On revient au guide et l'œil s'attarde sur l'image de une : occupant le premier plan, sur tout le bord gauche, une silhouette de dos, couleur camouflage, nous fait entrer dans la scène. A l'arrière plan on découvre des Afghans tantôt circonspects, tantôt souriants. Sèchement, la légende indique : « Un commandant d'unité prend contact avec la population pour permettre une évaluation de la coopération civilo-militaire.» La photographie est de l'adjudant Arnaud Roine de l'Etablissement de communication et de production audiovisuelle de la défense (ECPAD). Le logo de Paris Match domine l'ensemble.
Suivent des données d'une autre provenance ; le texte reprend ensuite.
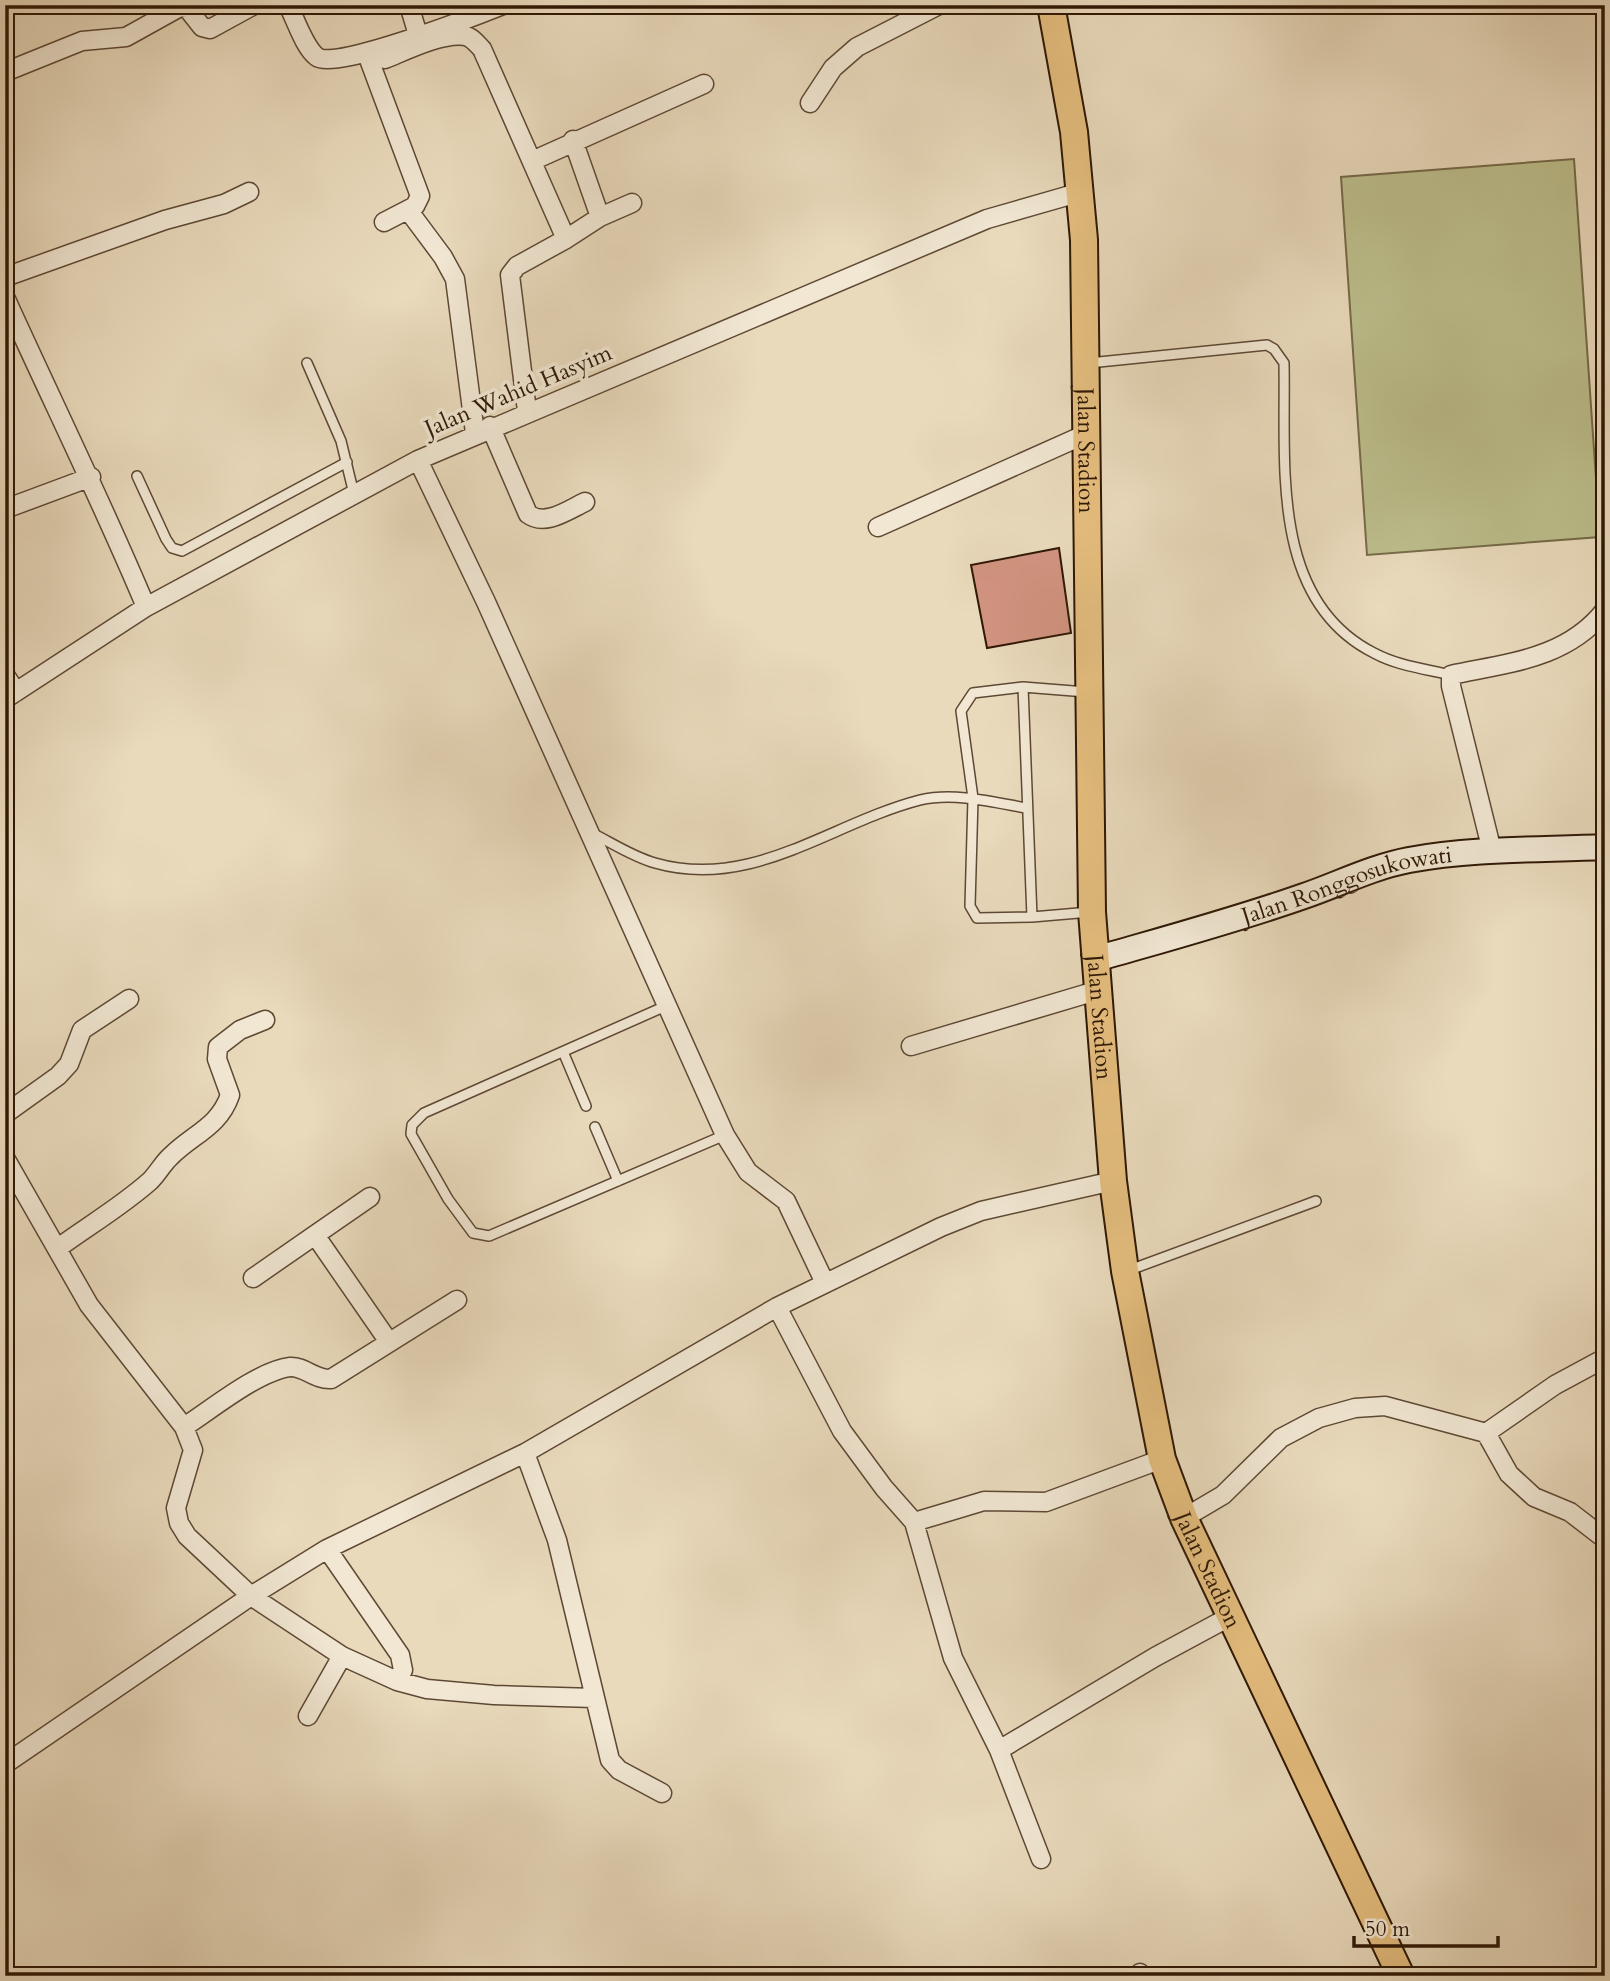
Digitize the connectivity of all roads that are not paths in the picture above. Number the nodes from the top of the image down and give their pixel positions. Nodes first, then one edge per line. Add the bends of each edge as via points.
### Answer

A l'intérieur, le journaliste du titre, mobilisé pour l'occasion, évoque avec une remarquable subtilité, la guerre d'Algérie. Et, quand on demande au photographe de VII Eric Bouvet, « Quelle est l'ambiance au sein des troupes ? », il répond : « Elles ne sont pas officiellement en guerre, mais participent néanmoins à des actions de combat. » On parlera bientôt des « événements » d'Afghanistan ?
Provocation
L'accrochage imaginé par les commissaires de l'exposition, le lieutenant-colonel Bertrand du musée de l'Armée et le « sales executive » Viger de l'agence VII, raconte de façon très didactique une histoire assez simple.
Il était une fois, une « provocation », ainsi que sont présentés les restes encore fumant du World Trade Center, qui donna lieu à un châtiment terrible : la guerre portée par les armées de l'Alliance, appuyées sur les « seigneurs de guerre » locaux. Il s'en suivit la déroute rapide des brutes talibanes.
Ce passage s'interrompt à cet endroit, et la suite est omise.